Reference to the facts of the particular case is necessary. We can conceive of many cases wherein submission on the transcript of the preliminary examination would in no way have the practical effect of a guilty plea. Purely by way of example and without intending any limitation, we include among these the following: (1) a case wherein the preliminary examination involved substantial cross-examination of prosecution witnesses and the presentation of defense evidence, and (2) a case wherein the facts revealed at the preliminary examination are essentially undisputed but counsel seeks to make an argument to the court as to the legal significance to be accorded them.
(8) We thus turn to the question whether petitioner, through personal affirmation or acquiescence, waived the comprehensive right to plead not guilty, and have a trial by a jury of his peers wherein he could defend himself by confronting and cross-examining witnesses against him and by presenting witnesses in his own behalf. That he did make such a waiver is, we think, clear. The transcript of proceedings on the date of trial (March 30, 1966) reflects petitioner's personal and express affirmation (1) that he desired to submit the matter on the transcript of the preliminary examination without further testimony. Certainly that record, which we have set forth in relevant part above, manifests no objection on petitioner's part either at the time of the stipulation (cf. Brookhart) or at the time of the court's finding of guilt (cf. Wheeler). Thus, a waiver of the type contemplated in Brookhart appears on the face of the record.
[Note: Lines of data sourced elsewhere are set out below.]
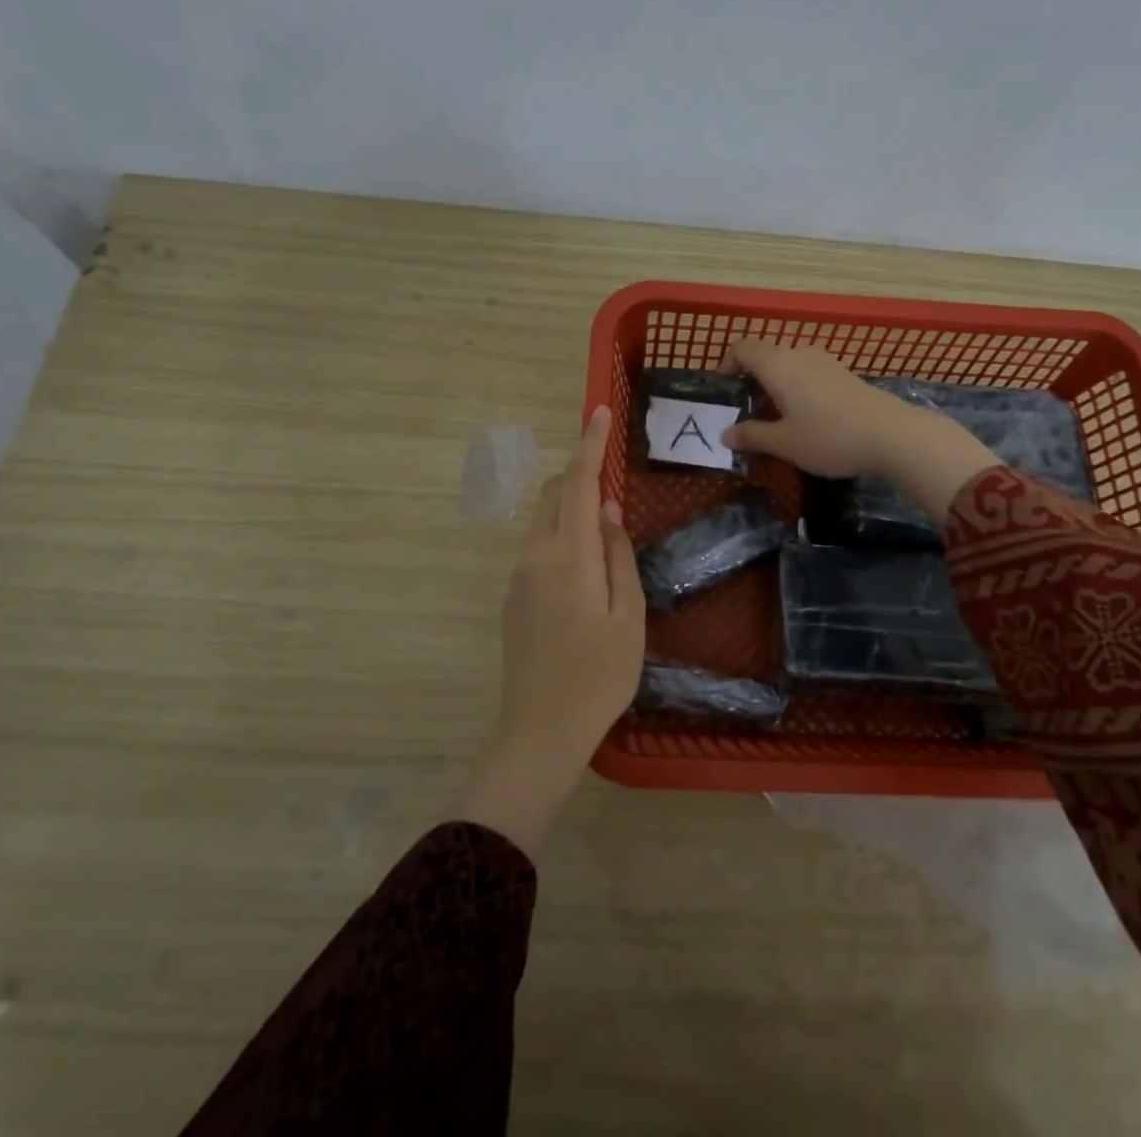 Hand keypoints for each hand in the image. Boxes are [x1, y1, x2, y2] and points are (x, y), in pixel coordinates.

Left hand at [451, 405, 644, 857]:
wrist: (540, 729)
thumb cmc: (599, 674)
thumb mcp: (628, 615)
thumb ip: (618, 555)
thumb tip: (608, 510)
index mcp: (569, 555)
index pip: (579, 483)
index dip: (589, 444)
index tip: (598, 411)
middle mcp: (536, 554)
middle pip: (555, 493)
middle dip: (580, 472)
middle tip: (613, 475)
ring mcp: (519, 574)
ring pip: (544, 518)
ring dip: (571, 503)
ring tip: (605, 523)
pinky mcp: (513, 594)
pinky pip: (538, 544)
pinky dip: (561, 531)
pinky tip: (585, 561)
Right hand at [719, 339, 999, 520]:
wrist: (892, 435)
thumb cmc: (828, 437)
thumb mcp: (784, 443)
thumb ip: (752, 436)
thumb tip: (726, 435)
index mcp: (777, 365)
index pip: (742, 348)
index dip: (727, 364)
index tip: (725, 390)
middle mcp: (798, 354)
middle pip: (765, 355)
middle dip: (750, 378)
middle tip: (746, 410)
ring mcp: (824, 362)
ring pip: (788, 364)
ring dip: (775, 384)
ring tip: (774, 417)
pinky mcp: (843, 374)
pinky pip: (807, 372)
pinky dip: (796, 387)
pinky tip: (804, 416) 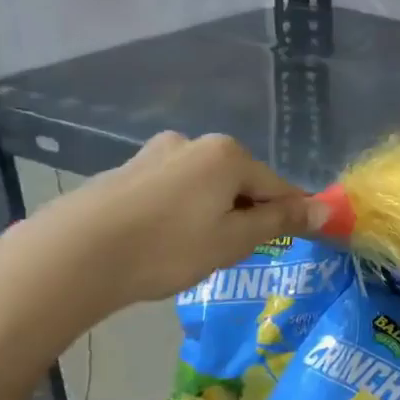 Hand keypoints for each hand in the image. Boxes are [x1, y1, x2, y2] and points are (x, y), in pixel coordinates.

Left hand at [0, 133, 316, 329]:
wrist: (74, 256)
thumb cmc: (168, 248)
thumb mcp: (235, 240)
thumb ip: (280, 221)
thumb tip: (325, 208)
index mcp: (227, 154)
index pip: (279, 186)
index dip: (290, 218)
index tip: (290, 246)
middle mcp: (193, 143)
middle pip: (241, 182)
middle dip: (246, 215)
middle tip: (233, 255)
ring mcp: (155, 154)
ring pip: (207, 188)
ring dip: (214, 215)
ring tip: (195, 252)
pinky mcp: (126, 171)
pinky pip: (174, 191)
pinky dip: (182, 213)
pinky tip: (165, 242) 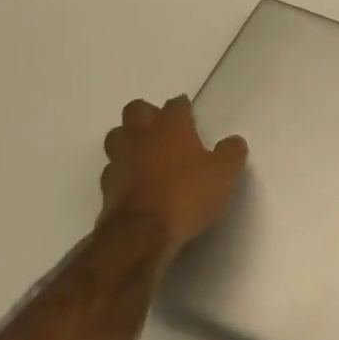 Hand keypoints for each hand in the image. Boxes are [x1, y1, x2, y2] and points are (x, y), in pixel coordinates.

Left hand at [101, 97, 247, 255]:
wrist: (141, 235)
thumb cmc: (187, 195)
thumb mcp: (224, 174)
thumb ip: (231, 153)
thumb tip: (233, 141)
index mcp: (170, 126)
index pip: (175, 104)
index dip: (184, 108)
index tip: (192, 116)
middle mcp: (140, 135)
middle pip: (136, 110)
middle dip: (148, 115)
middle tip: (165, 132)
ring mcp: (118, 160)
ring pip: (117, 137)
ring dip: (129, 141)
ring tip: (147, 155)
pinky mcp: (105, 188)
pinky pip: (113, 170)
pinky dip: (123, 173)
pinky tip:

Petitioner further contends, however, that the waiver reflected on the record was not knowing and intelligent because he was not informed, by his counsel or otherwise, that his consent to the submission procedure was tantamount in the circumstances to a plea of guilty. As we have seen, petitioner's allegation to this effect is contradicted by the affidavit of his defense counsel filed with the return to the order to show cause — such affidavit alleging in essence that counsel explained to petitioner the probable effects of submitting the case on the preliminary transcript, including the "good possibility" that this procedure might result in a reduction of the charge to a crime for which probation might be granted, and that petitioner "was in accord with this plan." Thus, a factual issue is joined as to whether counsel did in fact inform petitioner that the submission procedure was tantamount to a plea of guilty in the circumstances. We do not believe, however, that a resolution of this issue is necessary to our disposition of the instant petition, for petitioner's conduct at the trial, considered together with his knowledge of the evidence which had been produced against him at the preliminary examination, leaves little room for speculation that he was not fully aware of the import of submitting the case without further testimony on the transcript of the preliminary examination. To argue that he harbored the hope of acquittal in such circumstances is to argue the incredible. (Cf. In re Tahl, ante, p. 122, at p. 135, fn. 12 [ 81 Cal.Rptr. 577, 460 P.2d 449].)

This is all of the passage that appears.